Laura Ingalls Wilder’s series follows Laura as she grows up, and likewise the books become progressively more difficult and attuned to an audience of older and older children. As the series begins, she is in the ‘Big Woods’ of Wisconsin. In the beginning of the second book, the family travel in a covered wagon to – where? I am not really sure. They live on a Prairie in a log cabin made by Pa. Or several of them, because they are forced to move on by the government after settling in land that had been designated as Indian territory. Fear of Indians, their nakedness and their scalp hunting propensities, is an important theme of the books. Laura is sometimes rebuked by Ma for looking like a little Indian, because she wants to go about bare foot and without her bonnet. It is in Little House on the Prairie that Indians come to the cabin when Pa is away and demand food from Ma; the family also witness a mass exodus by an Indian tribe, riding on horseback past their wooden domicile. One of the fascinating things about the books is that the family seem to make so many of their possessions. Ma sews their clothes while Pa fashions their houses. In the third book, which is perhaps my favorite, On the Banks of Plum Creek, the family are living in a mud ‘dug-out’ alongside a river. By now the family is Ma, Pa, Mary, the eldest, Laura, and baby Carrie. Pa is often absent, because their crops are eaten by grasshoppers, and he must go West to find work. There is a repeated drama of counting the days for Pa to return, through ice, sleet, and snow, to the dugout.

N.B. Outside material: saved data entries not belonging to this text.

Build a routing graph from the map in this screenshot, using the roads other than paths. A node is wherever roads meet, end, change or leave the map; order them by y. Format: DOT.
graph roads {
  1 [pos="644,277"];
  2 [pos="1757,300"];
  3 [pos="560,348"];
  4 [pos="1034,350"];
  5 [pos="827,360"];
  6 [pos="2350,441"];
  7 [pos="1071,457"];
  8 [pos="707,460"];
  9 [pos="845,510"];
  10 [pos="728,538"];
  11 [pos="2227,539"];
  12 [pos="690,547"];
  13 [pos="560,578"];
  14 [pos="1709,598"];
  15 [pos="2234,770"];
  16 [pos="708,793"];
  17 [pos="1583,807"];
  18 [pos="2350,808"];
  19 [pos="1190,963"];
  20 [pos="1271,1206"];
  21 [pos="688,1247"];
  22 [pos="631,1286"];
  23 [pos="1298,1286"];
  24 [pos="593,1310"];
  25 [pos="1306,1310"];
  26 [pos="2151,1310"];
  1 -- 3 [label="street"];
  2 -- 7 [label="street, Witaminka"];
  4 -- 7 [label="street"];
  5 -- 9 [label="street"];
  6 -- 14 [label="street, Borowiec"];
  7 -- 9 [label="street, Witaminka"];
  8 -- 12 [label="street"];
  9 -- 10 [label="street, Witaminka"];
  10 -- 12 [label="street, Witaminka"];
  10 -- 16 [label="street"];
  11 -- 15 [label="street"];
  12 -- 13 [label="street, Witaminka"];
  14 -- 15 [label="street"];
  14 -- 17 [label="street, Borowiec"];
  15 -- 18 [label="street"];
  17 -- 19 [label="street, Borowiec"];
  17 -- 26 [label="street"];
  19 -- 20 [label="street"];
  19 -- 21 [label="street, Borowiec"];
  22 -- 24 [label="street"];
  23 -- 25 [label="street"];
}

By the Shores of Silver Lake begins with what was, for my generation, perhaps the saddest scene in literature: the death of faithful Jack, the bull dog who has followed the wagon for hundreds of miles, and protected the womenfolk whenever Pa is away. At the beginning of By the Shores of Silver Lake, faithful Jack, who always turns around three times before he goes to sleep at night, dies of old age, but it happens when all the family are down with scarlet fever, and Laura has been too sick to care for him or even to notice that he is sick himself. Laura had forgotten to clean Jack’s bedding for weeks before he died and she bitterly rebukes herself with this when one day his body is found cold and dead. Jack’s death was, for me, much sadder and more heart-rending than the death of Beth in Little Women. If my generation disbelieved in hell and believed in animal immortality, Laura Ingalls Wilder must take some responsibility. Jack’s death taught even rational members of my generation that there is such a place as ‘The Happy Hunting Ground’ and it is not empty. After this sad beginning, the family take a train West and I cannot remember a single other thing that happens in the book. Very little happens in The Long Winter, because the family, bereft of Jack but now including baby Grace, spend most of the book holed up in their ‘town house’ trying not to freeze or starve to death through five months of brutal snow storms. It’s very memorable, especially the scenes where Pa tries, and sometimes fails, to play his omnipresent fiddle against the howling of the wind. In Little Town on the Prairie Laura has become a young lady of fifteen, and there are many scenes of fun and incipient romance: I loved this one for the ‘school’ scenes, and also for the detailed descriptions of Laura’s clothes. In These Happy Golden Years Laura becomes a school mistress and is courted and won by Almanzo, Prince and Lady.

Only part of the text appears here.